Writers try hard to evoke sympathy for their protagonist(s) from readers, but it’s not easy to make them feel that way for their antagonist as well. It’s not easy, but it’s possible.

Empathy definitely helps writers and editors, allowing us to understand not only the hopes and dreams of a character, but their deepest fears and motivations. What are their values and beliefs? Why do they make the life choices they do? Having them act ‘out of character’ or without clear, understandable motivation, is a surefire way to drop a reader out of your story, sometimes permanently.

The ability to walk a mile in the shoes of our characters, even physically act out scenes and speak the dialogue definitely helps to get these right. See also


Truth in lies (1)

Skilful story artists, whether novelist, lyricist, poet or screenwriter, create a deeper, more profound truth using ‘the lie’.

Where does that ‘lie’ come from? In my experience, it percolates in the heart and soul. They take an idea which impacts me deeply, then bubble and boil away until a character, a situation, or a plot emerges, combining to symbolise the heart of a story. My current work in progress centres around the issue of domestic violence.

Using a succession of ‘what if’ questions, using all the empathy and imagination I can muster, I come up with the bare bones of a number of storylines and plots.

From there I research and brainstorm the subject, fleshing it out using a combination empathy, imagination and personal experience, stories I’ve read, heard, seen played out in the lives of others: friends, family or reports in the media, movies, songs until a series of scenes and scenarios emerge.

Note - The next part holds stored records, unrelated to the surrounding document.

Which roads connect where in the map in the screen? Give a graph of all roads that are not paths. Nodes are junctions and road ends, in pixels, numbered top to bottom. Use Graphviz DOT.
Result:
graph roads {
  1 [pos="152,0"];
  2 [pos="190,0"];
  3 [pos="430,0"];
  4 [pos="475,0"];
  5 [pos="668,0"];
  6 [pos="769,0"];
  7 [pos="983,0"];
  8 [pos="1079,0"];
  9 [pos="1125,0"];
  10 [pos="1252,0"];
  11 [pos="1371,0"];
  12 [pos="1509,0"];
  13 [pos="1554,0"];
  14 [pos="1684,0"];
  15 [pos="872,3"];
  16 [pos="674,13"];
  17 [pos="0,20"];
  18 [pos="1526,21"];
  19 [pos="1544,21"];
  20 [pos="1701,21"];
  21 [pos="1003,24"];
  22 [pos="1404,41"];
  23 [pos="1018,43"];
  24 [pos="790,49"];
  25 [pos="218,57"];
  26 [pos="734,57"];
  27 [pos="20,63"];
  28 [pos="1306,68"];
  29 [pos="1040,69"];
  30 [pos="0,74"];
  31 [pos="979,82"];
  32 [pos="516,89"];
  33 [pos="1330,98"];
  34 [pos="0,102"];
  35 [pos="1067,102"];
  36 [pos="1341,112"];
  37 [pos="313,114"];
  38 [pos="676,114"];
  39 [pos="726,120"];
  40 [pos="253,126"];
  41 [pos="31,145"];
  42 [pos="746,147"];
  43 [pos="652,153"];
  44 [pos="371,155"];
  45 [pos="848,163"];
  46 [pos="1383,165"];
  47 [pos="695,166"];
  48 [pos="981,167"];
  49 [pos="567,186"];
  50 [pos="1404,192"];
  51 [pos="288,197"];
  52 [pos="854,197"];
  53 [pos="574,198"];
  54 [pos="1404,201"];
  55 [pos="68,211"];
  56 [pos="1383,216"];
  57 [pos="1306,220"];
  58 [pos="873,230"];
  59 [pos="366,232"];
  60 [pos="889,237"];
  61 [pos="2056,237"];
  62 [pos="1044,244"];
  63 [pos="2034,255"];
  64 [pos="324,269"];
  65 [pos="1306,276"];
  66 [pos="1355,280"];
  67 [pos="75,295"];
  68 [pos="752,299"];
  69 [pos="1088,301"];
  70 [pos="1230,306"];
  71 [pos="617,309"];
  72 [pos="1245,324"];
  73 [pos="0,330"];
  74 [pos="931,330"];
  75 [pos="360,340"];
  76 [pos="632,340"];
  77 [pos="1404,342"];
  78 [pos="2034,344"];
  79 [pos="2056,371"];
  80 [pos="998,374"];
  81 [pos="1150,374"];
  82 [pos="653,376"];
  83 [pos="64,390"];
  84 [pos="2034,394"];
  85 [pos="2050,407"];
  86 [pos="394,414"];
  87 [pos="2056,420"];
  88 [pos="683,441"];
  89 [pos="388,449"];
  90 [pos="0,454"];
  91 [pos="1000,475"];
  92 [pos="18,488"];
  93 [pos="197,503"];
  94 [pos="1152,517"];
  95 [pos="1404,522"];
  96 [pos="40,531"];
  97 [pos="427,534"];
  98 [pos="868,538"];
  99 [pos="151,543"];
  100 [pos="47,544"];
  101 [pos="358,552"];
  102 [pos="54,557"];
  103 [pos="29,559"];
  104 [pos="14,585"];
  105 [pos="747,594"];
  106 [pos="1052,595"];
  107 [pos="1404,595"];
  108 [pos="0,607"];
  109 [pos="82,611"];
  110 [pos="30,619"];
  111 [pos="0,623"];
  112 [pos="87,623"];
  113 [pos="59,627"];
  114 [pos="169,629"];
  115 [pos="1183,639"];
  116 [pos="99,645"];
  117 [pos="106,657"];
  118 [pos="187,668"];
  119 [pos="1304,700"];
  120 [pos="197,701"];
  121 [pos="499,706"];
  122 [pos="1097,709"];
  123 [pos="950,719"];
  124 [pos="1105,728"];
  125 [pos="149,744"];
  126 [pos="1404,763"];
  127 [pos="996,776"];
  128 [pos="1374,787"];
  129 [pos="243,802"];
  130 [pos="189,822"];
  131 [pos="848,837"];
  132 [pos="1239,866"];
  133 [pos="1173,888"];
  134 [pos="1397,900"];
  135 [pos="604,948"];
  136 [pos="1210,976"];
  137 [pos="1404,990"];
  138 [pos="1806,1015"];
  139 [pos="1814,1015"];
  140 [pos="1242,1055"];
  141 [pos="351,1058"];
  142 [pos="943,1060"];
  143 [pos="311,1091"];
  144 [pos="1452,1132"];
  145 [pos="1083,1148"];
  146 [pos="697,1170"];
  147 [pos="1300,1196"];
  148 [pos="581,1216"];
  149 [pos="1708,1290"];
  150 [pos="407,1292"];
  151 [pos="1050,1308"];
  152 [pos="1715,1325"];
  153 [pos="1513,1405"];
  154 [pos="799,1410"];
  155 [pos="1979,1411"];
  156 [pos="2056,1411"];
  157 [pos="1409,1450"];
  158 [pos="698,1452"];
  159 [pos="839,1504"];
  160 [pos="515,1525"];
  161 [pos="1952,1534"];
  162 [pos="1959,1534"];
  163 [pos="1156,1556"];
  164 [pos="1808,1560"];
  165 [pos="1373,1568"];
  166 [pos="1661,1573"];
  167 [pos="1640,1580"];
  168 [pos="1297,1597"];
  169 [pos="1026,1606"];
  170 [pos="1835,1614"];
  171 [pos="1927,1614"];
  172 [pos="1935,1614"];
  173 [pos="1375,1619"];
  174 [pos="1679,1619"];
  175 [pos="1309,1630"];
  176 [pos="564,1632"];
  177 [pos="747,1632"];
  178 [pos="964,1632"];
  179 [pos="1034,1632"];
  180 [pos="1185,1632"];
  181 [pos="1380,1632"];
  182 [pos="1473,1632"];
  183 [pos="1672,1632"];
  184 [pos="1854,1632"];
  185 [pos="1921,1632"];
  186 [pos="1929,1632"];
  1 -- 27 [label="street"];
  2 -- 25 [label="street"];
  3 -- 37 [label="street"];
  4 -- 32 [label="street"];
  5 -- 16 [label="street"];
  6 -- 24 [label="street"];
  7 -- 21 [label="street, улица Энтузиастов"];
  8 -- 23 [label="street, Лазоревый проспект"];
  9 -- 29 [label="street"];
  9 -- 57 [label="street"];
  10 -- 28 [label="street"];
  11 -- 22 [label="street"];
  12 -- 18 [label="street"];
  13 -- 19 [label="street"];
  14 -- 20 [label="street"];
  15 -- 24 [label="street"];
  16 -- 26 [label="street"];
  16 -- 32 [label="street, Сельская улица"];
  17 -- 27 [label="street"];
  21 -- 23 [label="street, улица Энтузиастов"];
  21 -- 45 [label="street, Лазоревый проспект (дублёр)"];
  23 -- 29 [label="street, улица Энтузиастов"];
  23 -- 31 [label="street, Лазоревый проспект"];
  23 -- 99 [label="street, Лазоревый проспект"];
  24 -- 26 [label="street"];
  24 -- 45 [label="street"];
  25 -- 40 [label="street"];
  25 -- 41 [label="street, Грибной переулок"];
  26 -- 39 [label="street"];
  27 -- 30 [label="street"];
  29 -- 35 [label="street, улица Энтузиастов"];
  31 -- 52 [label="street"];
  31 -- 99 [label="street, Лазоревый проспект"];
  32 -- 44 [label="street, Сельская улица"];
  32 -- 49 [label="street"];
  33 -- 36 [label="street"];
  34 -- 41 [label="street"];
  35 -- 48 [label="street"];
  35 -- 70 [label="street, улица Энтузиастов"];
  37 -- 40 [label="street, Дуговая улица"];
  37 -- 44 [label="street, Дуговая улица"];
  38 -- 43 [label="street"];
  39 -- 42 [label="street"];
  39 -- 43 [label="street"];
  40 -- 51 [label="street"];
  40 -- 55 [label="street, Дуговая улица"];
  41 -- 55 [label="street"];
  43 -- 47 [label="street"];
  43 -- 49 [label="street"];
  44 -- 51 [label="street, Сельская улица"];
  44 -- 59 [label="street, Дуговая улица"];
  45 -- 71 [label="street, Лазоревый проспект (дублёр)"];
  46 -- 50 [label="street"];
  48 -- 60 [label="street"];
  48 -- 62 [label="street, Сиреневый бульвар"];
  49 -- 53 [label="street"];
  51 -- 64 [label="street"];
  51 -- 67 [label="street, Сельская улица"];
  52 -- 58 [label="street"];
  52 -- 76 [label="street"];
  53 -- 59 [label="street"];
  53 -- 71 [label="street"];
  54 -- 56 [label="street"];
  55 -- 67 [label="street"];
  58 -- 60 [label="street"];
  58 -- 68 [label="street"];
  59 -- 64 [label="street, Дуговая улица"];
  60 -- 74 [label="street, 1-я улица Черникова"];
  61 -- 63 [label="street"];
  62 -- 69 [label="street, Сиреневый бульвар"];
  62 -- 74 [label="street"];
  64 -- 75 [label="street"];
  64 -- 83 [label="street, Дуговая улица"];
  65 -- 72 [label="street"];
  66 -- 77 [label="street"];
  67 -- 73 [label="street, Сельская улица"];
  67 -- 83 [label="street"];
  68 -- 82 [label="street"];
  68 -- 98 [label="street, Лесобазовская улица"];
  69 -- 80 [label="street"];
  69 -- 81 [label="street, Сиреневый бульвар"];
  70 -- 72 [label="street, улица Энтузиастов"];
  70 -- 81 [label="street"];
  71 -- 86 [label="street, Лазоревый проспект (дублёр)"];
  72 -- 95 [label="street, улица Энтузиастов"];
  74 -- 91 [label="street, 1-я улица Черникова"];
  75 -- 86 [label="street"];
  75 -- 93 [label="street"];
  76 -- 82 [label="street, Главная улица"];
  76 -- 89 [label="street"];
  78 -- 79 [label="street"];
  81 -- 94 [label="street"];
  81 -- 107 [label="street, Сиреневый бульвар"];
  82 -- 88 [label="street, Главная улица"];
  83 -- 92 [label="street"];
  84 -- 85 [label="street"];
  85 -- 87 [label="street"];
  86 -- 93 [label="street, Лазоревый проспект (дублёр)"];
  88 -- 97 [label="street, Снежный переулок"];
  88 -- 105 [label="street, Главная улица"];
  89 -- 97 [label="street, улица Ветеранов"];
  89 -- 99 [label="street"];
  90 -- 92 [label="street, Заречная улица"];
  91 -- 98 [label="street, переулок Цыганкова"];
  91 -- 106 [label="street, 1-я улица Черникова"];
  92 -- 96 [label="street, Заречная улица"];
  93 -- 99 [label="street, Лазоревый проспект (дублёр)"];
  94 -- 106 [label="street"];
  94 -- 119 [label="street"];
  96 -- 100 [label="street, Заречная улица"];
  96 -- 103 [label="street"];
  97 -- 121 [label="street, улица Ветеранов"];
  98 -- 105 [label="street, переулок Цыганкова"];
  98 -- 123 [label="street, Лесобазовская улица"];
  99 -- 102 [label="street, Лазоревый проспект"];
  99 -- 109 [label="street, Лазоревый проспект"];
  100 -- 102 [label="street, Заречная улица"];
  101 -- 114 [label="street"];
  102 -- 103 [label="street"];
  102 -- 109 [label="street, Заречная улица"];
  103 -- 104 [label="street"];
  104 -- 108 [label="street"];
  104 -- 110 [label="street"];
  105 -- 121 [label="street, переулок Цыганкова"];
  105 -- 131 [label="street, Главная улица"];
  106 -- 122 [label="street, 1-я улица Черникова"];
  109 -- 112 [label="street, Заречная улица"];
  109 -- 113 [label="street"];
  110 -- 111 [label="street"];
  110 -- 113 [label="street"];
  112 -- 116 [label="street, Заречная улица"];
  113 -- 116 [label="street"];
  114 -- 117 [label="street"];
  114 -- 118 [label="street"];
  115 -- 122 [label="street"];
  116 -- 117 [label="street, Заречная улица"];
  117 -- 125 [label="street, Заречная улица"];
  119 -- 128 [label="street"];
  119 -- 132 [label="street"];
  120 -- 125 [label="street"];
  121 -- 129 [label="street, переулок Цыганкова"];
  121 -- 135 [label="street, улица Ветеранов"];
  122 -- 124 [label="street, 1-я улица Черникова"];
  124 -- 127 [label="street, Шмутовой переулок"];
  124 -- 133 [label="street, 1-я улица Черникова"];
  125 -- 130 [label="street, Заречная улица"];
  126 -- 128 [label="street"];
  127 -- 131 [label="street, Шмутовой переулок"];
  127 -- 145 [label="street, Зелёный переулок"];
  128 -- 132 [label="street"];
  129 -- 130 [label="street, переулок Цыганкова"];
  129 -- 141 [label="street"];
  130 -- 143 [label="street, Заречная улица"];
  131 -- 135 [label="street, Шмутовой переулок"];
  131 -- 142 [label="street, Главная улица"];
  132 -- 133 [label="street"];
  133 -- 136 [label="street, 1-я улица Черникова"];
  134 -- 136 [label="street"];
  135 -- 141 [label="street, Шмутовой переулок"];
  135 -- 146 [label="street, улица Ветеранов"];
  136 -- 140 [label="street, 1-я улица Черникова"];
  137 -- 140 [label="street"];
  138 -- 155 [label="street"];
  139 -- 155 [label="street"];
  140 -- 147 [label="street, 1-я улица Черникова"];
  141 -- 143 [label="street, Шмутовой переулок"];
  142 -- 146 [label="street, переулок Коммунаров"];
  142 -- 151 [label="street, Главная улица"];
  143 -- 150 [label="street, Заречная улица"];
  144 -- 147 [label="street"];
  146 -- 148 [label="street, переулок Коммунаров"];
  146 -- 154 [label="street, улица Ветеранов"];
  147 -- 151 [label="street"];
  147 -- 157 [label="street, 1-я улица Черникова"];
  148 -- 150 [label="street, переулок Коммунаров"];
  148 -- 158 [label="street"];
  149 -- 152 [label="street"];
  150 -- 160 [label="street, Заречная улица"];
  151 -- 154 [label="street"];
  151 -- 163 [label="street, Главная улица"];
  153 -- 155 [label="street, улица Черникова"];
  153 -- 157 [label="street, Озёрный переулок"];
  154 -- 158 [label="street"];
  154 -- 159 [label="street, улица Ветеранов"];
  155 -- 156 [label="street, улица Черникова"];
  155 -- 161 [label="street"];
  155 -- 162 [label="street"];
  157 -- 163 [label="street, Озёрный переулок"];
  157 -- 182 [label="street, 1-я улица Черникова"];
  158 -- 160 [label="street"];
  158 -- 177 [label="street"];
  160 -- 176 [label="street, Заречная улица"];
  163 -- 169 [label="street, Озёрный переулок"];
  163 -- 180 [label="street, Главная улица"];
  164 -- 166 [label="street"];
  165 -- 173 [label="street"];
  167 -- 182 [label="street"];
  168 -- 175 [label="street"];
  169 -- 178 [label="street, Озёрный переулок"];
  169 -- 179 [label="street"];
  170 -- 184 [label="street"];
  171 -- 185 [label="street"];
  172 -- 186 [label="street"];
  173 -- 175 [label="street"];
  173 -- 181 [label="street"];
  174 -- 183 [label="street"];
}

Distilled over a (usually long) period of time, what I’m aiming for is a blueprint I can use to tell the story of my main characters using their goals, motivations and conflict to concentrate the emotions involved. They struggle, in my current story, against domestic violence, while others see it from all sides.

My aim? Creating empathy in the reader, telling a cracking story which helps them think about and understand the issues and see how people deal with them. The ‘lie’ which, I hope, reveals the truth.


Words are a lens

Perspective is everything. What you see and how you feel depends on your point of view. The same events written from different points of view will necessarily be coloured by a person’s focus.

The choice of point of view character is vital in storytelling. The reader experiences the story through the eyes, experiences, beliefs and attitudes of the character. This, for me, is one of the most interesting aspects of reading a great story written by a good writer.

Experiencing a story through the mind of a well-developed character, learning how they think and feel, understanding their point of view, can be a great learning curve. The resulting empathy broadens one’s mind, can make one a better person.